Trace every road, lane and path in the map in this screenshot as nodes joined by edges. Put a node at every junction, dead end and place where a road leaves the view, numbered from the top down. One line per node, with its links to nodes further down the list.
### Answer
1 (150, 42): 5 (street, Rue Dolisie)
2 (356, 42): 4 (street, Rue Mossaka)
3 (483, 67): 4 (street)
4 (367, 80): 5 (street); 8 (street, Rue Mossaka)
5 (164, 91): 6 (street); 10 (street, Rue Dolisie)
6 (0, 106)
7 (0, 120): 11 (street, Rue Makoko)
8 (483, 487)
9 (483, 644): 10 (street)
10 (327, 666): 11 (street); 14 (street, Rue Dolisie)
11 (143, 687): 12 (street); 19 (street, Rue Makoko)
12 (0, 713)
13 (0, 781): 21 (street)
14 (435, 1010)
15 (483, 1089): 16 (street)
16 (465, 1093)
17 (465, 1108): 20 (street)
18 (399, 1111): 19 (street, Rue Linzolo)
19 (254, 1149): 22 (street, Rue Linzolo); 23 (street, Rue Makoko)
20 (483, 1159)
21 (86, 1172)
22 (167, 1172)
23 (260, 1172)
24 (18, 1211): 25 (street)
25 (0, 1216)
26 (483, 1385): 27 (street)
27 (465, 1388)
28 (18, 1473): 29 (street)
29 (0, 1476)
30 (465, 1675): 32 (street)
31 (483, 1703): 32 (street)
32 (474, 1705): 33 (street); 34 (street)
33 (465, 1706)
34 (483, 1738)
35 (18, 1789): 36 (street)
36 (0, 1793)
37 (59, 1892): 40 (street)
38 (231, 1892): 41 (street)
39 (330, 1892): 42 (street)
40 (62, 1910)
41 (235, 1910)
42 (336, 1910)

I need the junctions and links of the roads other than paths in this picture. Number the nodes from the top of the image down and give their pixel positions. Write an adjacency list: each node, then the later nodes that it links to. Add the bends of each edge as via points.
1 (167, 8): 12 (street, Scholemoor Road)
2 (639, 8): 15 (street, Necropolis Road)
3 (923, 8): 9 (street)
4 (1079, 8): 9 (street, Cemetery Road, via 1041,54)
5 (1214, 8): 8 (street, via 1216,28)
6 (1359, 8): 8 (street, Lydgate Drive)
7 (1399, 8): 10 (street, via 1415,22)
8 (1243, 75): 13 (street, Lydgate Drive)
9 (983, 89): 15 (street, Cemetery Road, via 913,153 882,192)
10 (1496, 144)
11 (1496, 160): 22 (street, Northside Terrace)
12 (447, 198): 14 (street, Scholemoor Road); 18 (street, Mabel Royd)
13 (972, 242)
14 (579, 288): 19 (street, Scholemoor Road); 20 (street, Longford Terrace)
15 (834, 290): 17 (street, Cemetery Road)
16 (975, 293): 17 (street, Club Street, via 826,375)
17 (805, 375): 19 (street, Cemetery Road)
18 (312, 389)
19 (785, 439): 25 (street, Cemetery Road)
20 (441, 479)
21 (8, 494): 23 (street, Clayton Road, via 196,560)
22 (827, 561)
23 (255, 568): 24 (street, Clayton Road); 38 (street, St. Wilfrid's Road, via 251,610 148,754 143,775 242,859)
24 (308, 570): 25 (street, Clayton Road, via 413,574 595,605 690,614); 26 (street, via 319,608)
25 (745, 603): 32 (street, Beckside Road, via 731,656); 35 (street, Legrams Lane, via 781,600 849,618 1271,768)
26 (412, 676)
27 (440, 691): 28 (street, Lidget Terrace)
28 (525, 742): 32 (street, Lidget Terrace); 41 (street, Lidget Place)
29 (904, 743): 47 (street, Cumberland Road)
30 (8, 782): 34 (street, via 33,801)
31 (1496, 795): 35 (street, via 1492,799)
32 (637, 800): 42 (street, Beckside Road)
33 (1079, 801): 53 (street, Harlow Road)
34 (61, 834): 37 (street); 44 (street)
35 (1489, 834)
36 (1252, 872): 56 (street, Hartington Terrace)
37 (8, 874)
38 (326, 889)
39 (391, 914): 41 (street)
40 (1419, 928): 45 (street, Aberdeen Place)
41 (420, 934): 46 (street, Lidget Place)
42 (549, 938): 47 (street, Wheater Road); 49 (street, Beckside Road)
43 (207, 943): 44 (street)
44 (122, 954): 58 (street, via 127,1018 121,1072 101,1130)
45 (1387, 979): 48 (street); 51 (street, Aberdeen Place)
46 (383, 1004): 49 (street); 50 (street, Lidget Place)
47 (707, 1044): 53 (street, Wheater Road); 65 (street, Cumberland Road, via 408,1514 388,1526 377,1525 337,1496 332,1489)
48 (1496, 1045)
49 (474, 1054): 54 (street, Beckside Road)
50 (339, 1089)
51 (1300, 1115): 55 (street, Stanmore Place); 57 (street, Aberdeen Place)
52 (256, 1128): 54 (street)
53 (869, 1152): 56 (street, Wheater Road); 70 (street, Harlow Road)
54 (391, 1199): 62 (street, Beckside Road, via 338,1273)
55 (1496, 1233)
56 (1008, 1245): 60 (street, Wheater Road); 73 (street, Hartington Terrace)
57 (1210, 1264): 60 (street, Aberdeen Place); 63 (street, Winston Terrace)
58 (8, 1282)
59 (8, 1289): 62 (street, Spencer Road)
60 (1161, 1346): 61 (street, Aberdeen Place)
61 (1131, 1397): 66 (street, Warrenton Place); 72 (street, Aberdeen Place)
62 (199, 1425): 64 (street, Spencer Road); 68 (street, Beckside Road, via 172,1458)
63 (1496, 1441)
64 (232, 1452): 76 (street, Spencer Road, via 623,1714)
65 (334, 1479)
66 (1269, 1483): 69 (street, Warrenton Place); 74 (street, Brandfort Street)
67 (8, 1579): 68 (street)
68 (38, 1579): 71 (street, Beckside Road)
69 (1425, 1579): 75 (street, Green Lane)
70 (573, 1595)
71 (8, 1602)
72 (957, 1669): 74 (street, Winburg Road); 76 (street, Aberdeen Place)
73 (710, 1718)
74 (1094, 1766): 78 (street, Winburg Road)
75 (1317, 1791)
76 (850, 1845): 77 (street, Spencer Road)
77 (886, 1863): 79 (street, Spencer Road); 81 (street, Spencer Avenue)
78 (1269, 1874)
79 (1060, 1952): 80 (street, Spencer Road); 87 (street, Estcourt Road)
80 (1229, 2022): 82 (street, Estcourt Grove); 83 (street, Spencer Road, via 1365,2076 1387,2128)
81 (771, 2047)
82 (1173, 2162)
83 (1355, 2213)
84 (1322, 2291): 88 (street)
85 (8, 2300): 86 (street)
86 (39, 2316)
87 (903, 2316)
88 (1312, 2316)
════════════════
**TASK ITEM**
Once you have read the data above, print all of it again exactly.

**ANSWER FOR THIS EXERCISE**
Trace every road, lane and path in the map in this screenshot as nodes joined by edges. Put a node at every junction, dead end and place where a road leaves the view, numbered from the top down. One line per node, with its links to nodes further down the list.
### Answer
1 (150, 42): 5 (street, Rue Dolisie)
2 (356, 42): 4 (street, Rue Mossaka)
3 (483, 67): 4 (street)
4 (367, 80): 5 (street); 8 (street, Rue Mossaka)
5 (164, 91): 6 (street); 10 (street, Rue Dolisie)
6 (0, 106)
7 (0, 120): 11 (street, Rue Makoko)
8 (483, 487)
9 (483, 644): 10 (street)
10 (327, 666): 11 (street); 14 (street, Rue Dolisie)
11 (143, 687): 12 (street); 19 (street, Rue Makoko)
12 (0, 713)
13 (0, 781): 21 (street)
14 (435, 1010)
15 (483, 1089): 16 (street)
16 (465, 1093)
17 (465, 1108): 20 (street)
18 (399, 1111): 19 (street, Rue Linzolo)
19 (254, 1149): 22 (street, Rue Linzolo); 23 (street, Rue Makoko)
20 (483, 1159)
21 (86, 1172)
22 (167, 1172)
23 (260, 1172)
24 (18, 1211): 25 (street)
25 (0, 1216)
26 (483, 1385): 27 (street)
27 (465, 1388)
28 (18, 1473): 29 (street)
29 (0, 1476)
30 (465, 1675): 32 (street)
31 (483, 1703): 32 (street)
32 (474, 1705): 33 (street); 34 (street)
33 (465, 1706)
34 (483, 1738)
35 (18, 1789): 36 (street)
36 (0, 1793)
37 (59, 1892): 40 (street)
38 (231, 1892): 41 (street)
39 (330, 1892): 42 (street)
40 (62, 1910)
41 (235, 1910)
42 (336, 1910)

I need the junctions and links of the roads other than paths in this picture. Number the nodes from the top of the image down and give their pixel positions. Write an adjacency list: each node, then the later nodes that it links to. Add the bends of each edge as via points.
1 (167, 8): 12 (street, Scholemoor Road)
2 (639, 8): 15 (street, Necropolis Road)
3 (923, 8): 9 (street)
4 (1079, 8): 9 (street, Cemetery Road, via 1041,54)
5 (1214, 8): 8 (street, via 1216,28)
6 (1359, 8): 8 (street, Lydgate Drive)
7 (1399, 8): 10 (street, via 1415,22)
8 (1243, 75): 13 (street, Lydgate Drive)
9 (983, 89): 15 (street, Cemetery Road, via 913,153 882,192)
10 (1496, 144)
11 (1496, 160): 22 (street, Northside Terrace)
12 (447, 198): 14 (street, Scholemoor Road); 18 (street, Mabel Royd)
13 (972, 242)
14 (579, 288): 19 (street, Scholemoor Road); 20 (street, Longford Terrace)
15 (834, 290): 17 (street, Cemetery Road)
16 (975, 293): 17 (street, Club Street, via 826,375)
17 (805, 375): 19 (street, Cemetery Road)
18 (312, 389)
19 (785, 439): 25 (street, Cemetery Road)
20 (441, 479)
21 (8, 494): 23 (street, Clayton Road, via 196,560)
22 (827, 561)
23 (255, 568): 24 (street, Clayton Road); 38 (street, St. Wilfrid's Road, via 251,610 148,754 143,775 242,859)
24 (308, 570): 25 (street, Clayton Road, via 413,574 595,605 690,614); 26 (street, via 319,608)
25 (745, 603): 32 (street, Beckside Road, via 731,656); 35 (street, Legrams Lane, via 781,600 849,618 1271,768)
26 (412, 676)
27 (440, 691): 28 (street, Lidget Terrace)
28 (525, 742): 32 (street, Lidget Terrace); 41 (street, Lidget Place)
29 (904, 743): 47 (street, Cumberland Road)
30 (8, 782): 34 (street, via 33,801)
31 (1496, 795): 35 (street, via 1492,799)
32 (637, 800): 42 (street, Beckside Road)
33 (1079, 801): 53 (street, Harlow Road)
34 (61, 834): 37 (street); 44 (street)
35 (1489, 834)
36 (1252, 872): 56 (street, Hartington Terrace)
37 (8, 874)
38 (326, 889)
39 (391, 914): 41 (street)
40 (1419, 928): 45 (street, Aberdeen Place)
41 (420, 934): 46 (street, Lidget Place)
42 (549, 938): 47 (street, Wheater Road); 49 (street, Beckside Road)
43 (207, 943): 44 (street)
44 (122, 954): 58 (street, via 127,1018 121,1072 101,1130)
45 (1387, 979): 48 (street); 51 (street, Aberdeen Place)
46 (383, 1004): 49 (street); 50 (street, Lidget Place)
47 (707, 1044): 53 (street, Wheater Road); 65 (street, Cumberland Road, via 408,1514 388,1526 377,1525 337,1496 332,1489)
48 (1496, 1045)
49 (474, 1054): 54 (street, Beckside Road)
50 (339, 1089)
51 (1300, 1115): 55 (street, Stanmore Place); 57 (street, Aberdeen Place)
52 (256, 1128): 54 (street)
53 (869, 1152): 56 (street, Wheater Road); 70 (street, Harlow Road)
54 (391, 1199): 62 (street, Beckside Road, via 338,1273)
55 (1496, 1233)
56 (1008, 1245): 60 (street, Wheater Road); 73 (street, Hartington Terrace)
57 (1210, 1264): 60 (street, Aberdeen Place); 63 (street, Winston Terrace)
58 (8, 1282)
59 (8, 1289): 62 (street, Spencer Road)
60 (1161, 1346): 61 (street, Aberdeen Place)
61 (1131, 1397): 66 (street, Warrenton Place); 72 (street, Aberdeen Place)
62 (199, 1425): 64 (street, Spencer Road); 68 (street, Beckside Road, via 172,1458)
63 (1496, 1441)
64 (232, 1452): 76 (street, Spencer Road, via 623,1714)
65 (334, 1479)
66 (1269, 1483): 69 (street, Warrenton Place); 74 (street, Brandfort Street)
67 (8, 1579): 68 (street)
68 (38, 1579): 71 (street, Beckside Road)
69 (1425, 1579): 75 (street, Green Lane)
70 (573, 1595)
71 (8, 1602)
72 (957, 1669): 74 (street, Winburg Road); 76 (street, Aberdeen Place)
73 (710, 1718)
74 (1094, 1766): 78 (street, Winburg Road)
75 (1317, 1791)
76 (850, 1845): 77 (street, Spencer Road)
77 (886, 1863): 79 (street, Spencer Road); 81 (street, Spencer Avenue)
78 (1269, 1874)
79 (1060, 1952): 80 (street, Spencer Road); 87 (street, Estcourt Road)
80 (1229, 2022): 82 (street, Estcourt Grove); 83 (street, Spencer Road, via 1365,2076 1387,2128)
81 (771, 2047)
82 (1173, 2162)
83 (1355, 2213)
84 (1322, 2291): 88 (street)
85 (8, 2300): 86 (street)
86 (39, 2316)
87 (903, 2316)
88 (1312, 2316)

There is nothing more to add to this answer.